I have a scenario where I am creating a heightfield fairly frequently which can process thousands upwards to hundreds of thousands of verts depending on the heightfield resolution. Burst does a great job at processing this but as the size of the verts needed to be processed increases its obvious that there are plenty of idle job workers that seem to be itching to get into the action. You can see the two screen shots for one lower resolution (20k’ish verts) and one higher resolution (70k’ish verts) attached.

My question is what is the best way to split up the burst job across workers? I’d like to even the load so my 70k job at 12ms becomes more like 2ms split across 6 workers instead of just 1.

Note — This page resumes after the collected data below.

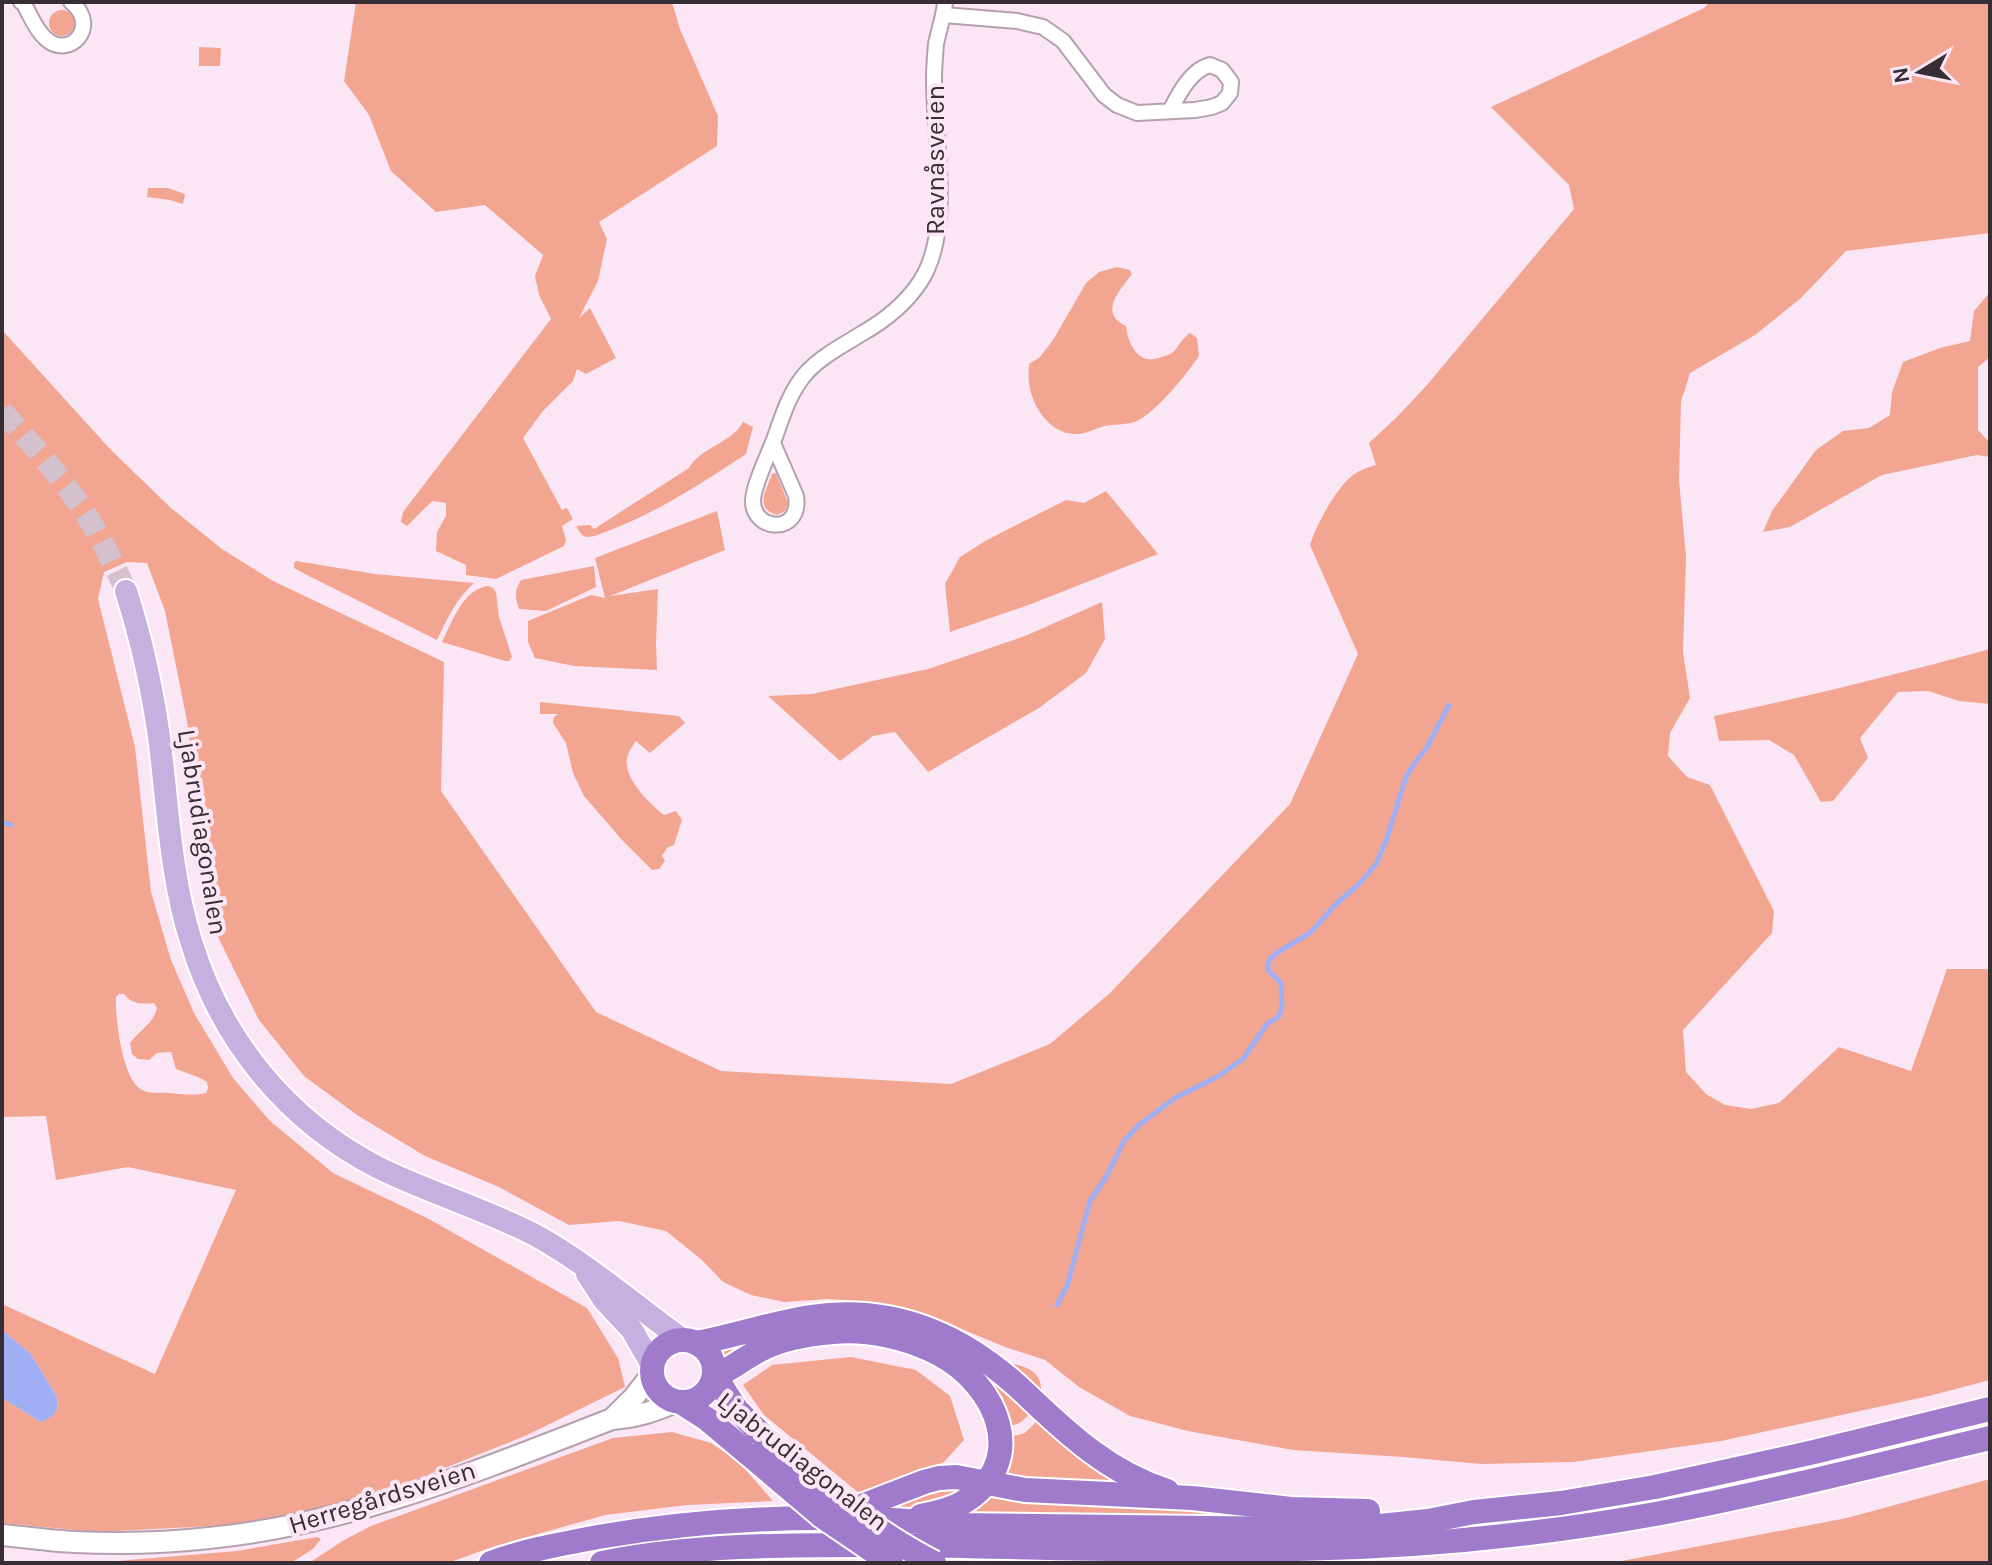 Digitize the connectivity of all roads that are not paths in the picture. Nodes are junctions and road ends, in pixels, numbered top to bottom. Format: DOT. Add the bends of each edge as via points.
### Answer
graph roads {
  1 [pos="71,2"];
  2 [pos="28,3"];
  3 [pos="944,9"];
  4 [pos="1170,111"];
  5 [pos="773,443"];
  6 [pos="126,591"];
  7 [pos="582,1266"];
  8 [pos="690,1341"];
  9 [pos="652,1370"];
  10 [pos="715,1376"];
  11 [pos="679,1403"];
  12 [pos="1990,1409"];
  13 [pos="612,1419"];
  14 [pos="1990,1438"];
  15 [pos="755,1444"];
  16 [pos="986,1482"];
  17 [pos="1192,1498"];
  18 [pos="1474,1512"];
  19 [pos="831,1519"];
  20 [pos="908,1520"];
  21 [pos="2,1535"];
  22 [pos="1378,1546"];
  23 [pos="491,1563"];
  24 [pos="602,1563"];
  25 [pos="891,1563"];
  26 [pos="934,1563"];
  27 [pos="1343,1563"];
  1 -- 2 [label="street" via="82,15 83,30 73,42 59,45 41,34"];
  3 -- 4 [label="street" via="1043,27 1063,41 1110,101 1137,113"];
  3 -- 5 [label="street, Ravnåsveien" via="936,44 939,207 930,261 899,308 806,373"];
  5 -- 5 [label="street, Ravnåsveien" via="753,501 762,521 775,525 792,518 797,505"];
  6 -- 7 [label="main road, Ljabrudiagonalen" via="145,655 181,903 200,969 236,1041 296,1112 322,1132 378,1167 513,1225"];
  7 -- 8 [label="main road, Ljabrudiagonalen"];
  7 -- 9 [label="main road, Ljabrudiagonalen" via="632,1330"];
  8 -- 9 [label="highway" via="663,1347"];
  8 -- 10 [label="highway" via="705,1348"];
  8 -- 17 [label="highway" via="834,1314 918,1325 969,1348 1106,1463"];
  9 -- 11 [label="highway" via="657,1389"];
  9 -- 13 [label="street, Herregårdsveien"];
  10 -- 11 [label="highway" via="700,1399"];
  10 -- 15 [label="highway, Ljabrudiagonalen"];
  10 -- 16 [label="highway" via="763,1348 798,1337 859,1332 917,1344 960,1368 992,1405 1000,1431 999,1455"];
  11 -- 13 [label="street, Herregårdsveien"];
  11 -- 15 [label="highway, Ljabrudiagonalen"];
  12 -- 18 [label="highway" via="1655,1487"];
  13 -- 21 [label="street, Herregårdsveien" via="405,1496 289,1527 135,1543"];
  14 -- 22 [label="highway" via="1661,1513 1520,1535"];
  15 -- 25 [label="highway, Ljabrudiagonalen, bridge" via="822,1516"];
  15 -- 26 [label="highway, Ljabrudiagonalen, bridge"];
  16 -- 17 [label="highway" via="1025,1490"];
  16 -- 19 [label="highway" via="939,1478"];
  16 -- 20 [label="highway" via="955,1507"];
  17 -- 18 [label="highway" via="1291,1509"];
  18 -- 20 [label="highway" via="1370,1527 1297,1529"];
  19 -- 20 [label="highway"];
  19 -- 23 [label="highway" via="649,1530 539,1548"];
  22 -- 24 [label="highway" via="1236,1550 783,1545 691,1550"];
  22 -- 27 [label="highway"];
} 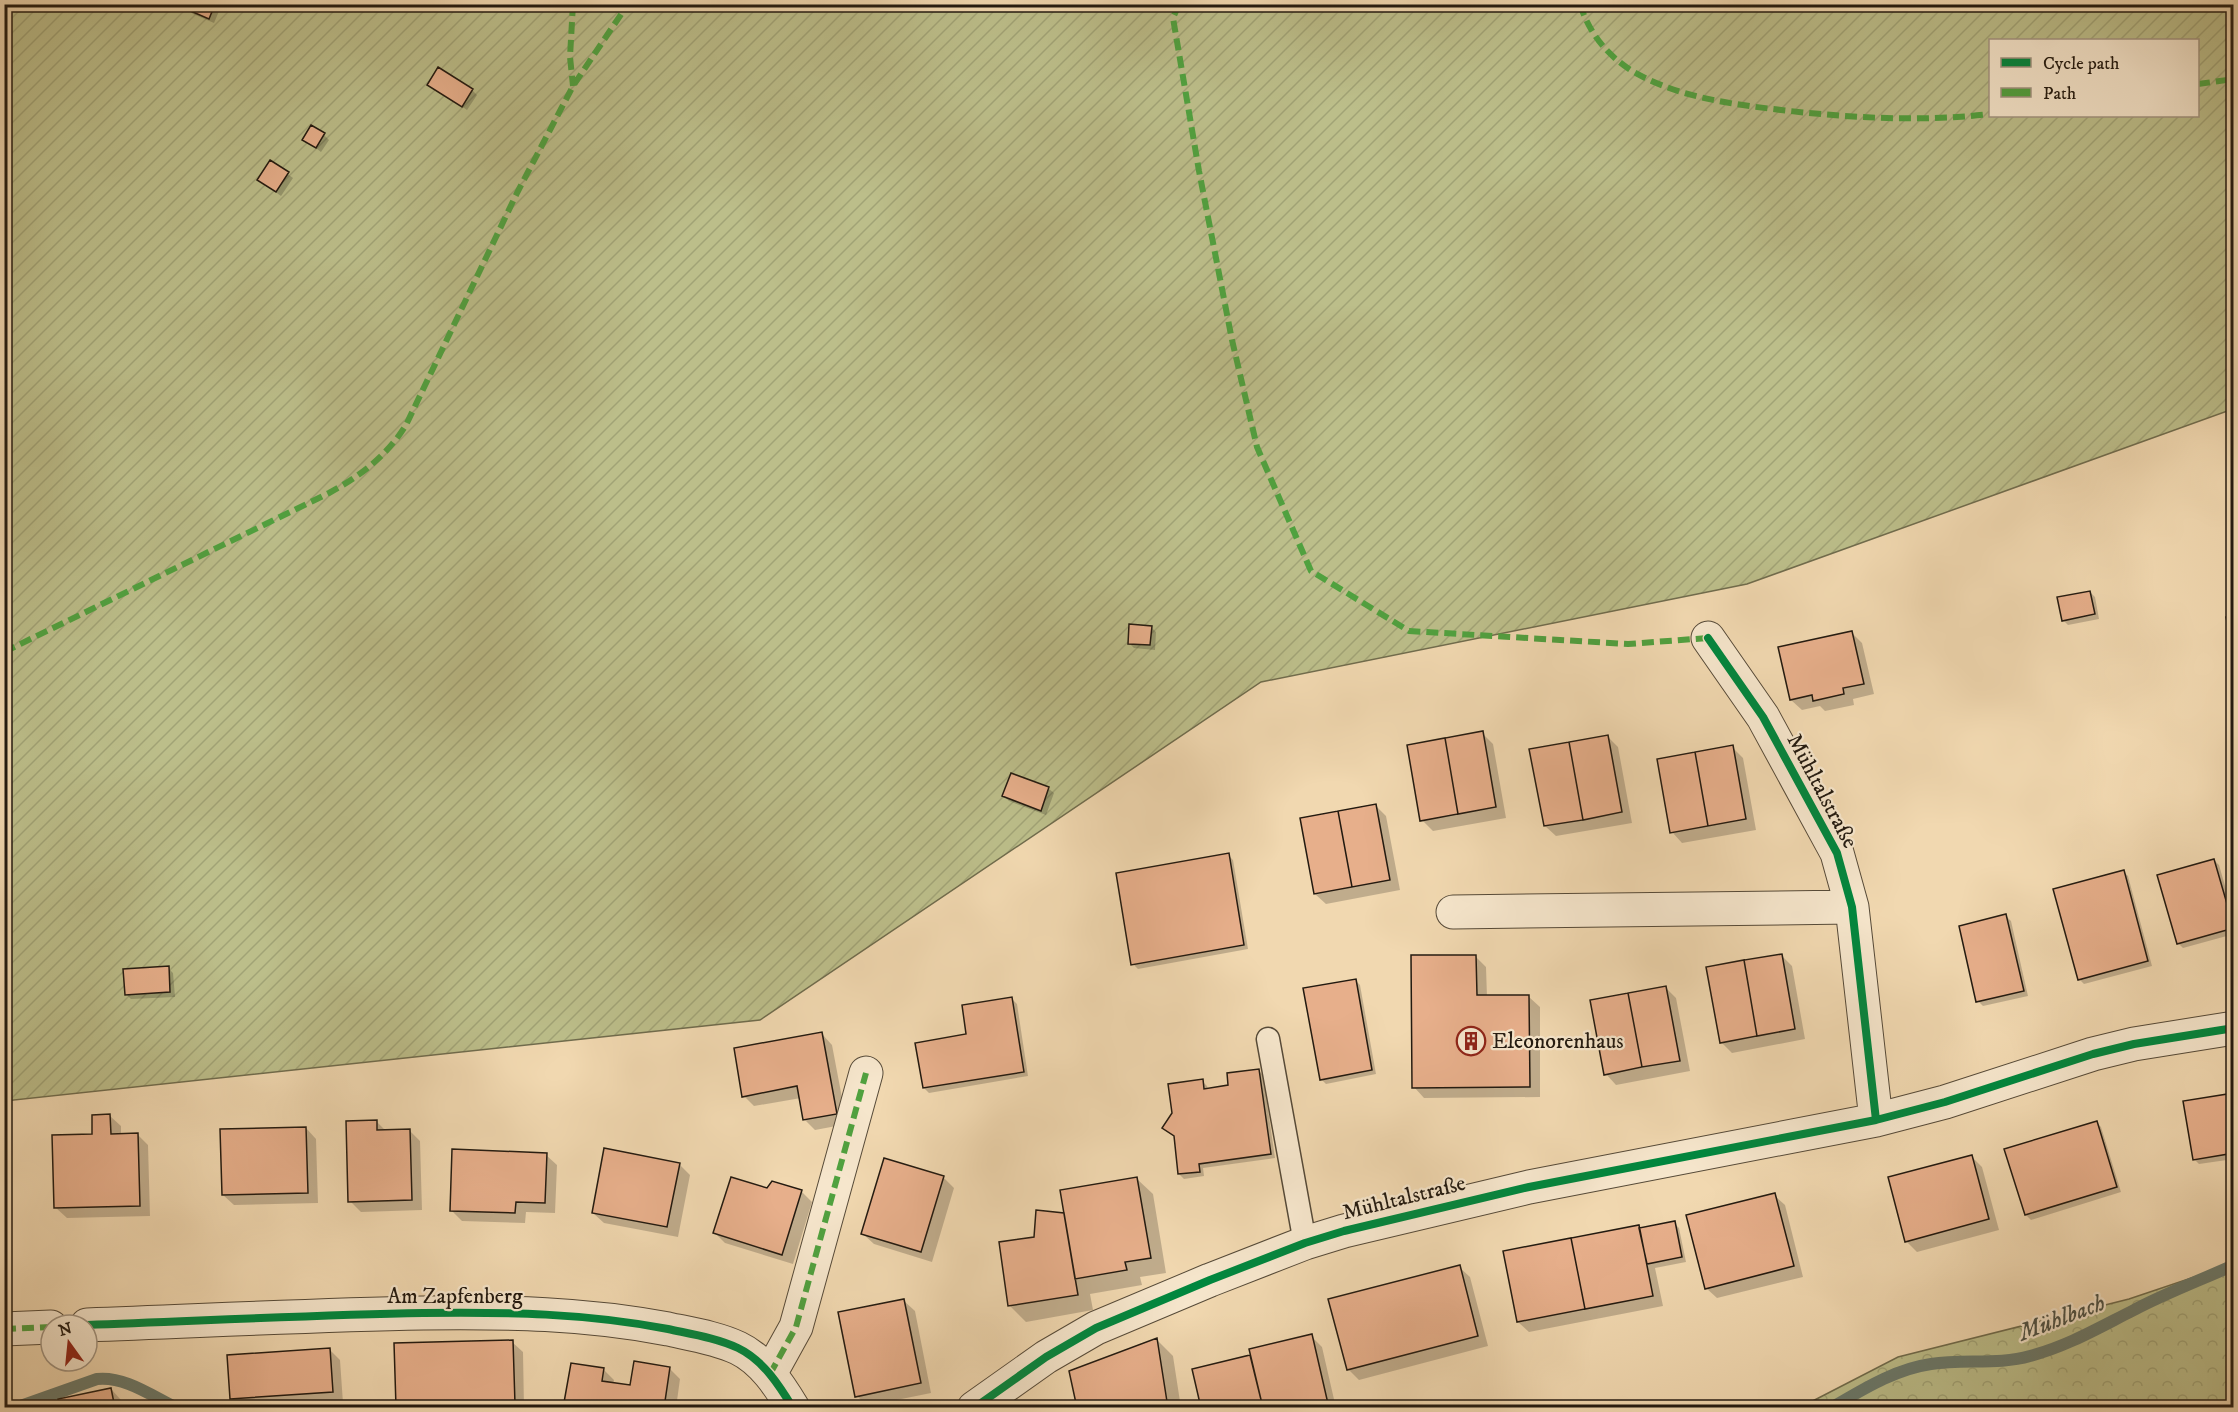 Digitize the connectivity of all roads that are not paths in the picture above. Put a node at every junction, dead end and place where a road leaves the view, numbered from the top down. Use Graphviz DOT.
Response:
graph roads {
  1 [pos="1708,638"];
  2 [pos="1852,907"];
  3 [pos="1453,912"];
  4 [pos="2234,1028"];
  5 [pos="1268,1039"];
  6 [pos="866,1073"];
  7 [pos="1876,1120"];
  8 [pos="1305,1243"];
  9 [pos="99,1325"];
  10 [pos="39,1328"];
  11 [pos="4,1329"];
  12 [pos="770,1374"];
  13 [pos="793,1407"];
  14 [pos="974,1407"];
  1 -- 2 [label="street, Mühltalstraße"];
  2 -- 3 [label="street"];
  2 -- 7 [label="street, Mühltalstraße"];
  4 -- 7 [label="street, Mühltalstraße"];
  5 -- 8 [label="lane"];
  6 -- 12 [label="street"];
  7 -- 8 [label="street, Mühltalstraße"];
  8 -- 14 [label="street, Mühltalstraße"];
  9 -- 12 [label="street, Am Zapfenberg"];
  10 -- 11 [label="street"];
  12 -- 13 [label="street, Am Zapfenberg"];
}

My instinct is to split the X amount of verts across Y workers. It is unclear how I would go about scheduling across multiple workers intentionally. Do I have to manually splice the NativeArray across multiple Job.Schedule()'s then join everything back up? How do I know how many jobs to spawn, is there some sort of lookup to how many workers are available? It seems like I’d want the scheduler to handle this, specifically as you can see in the 2nd screen shot I am spawning some other jobs to at the start of my system and I would want to avoid hogging up resources, I suppose I could segment the processing so those two job types don’t run in parallel… There is also the observation that the amount of vertices is not linear to the time the burst job takes which makes me think that at lower vert counts I need to schedule across less workers and vice versa for higher vert counts. I’ve read that batching is more of an art than a science at times, is this one of those scenarios and even still what are the particular classes/methods I should be looking into?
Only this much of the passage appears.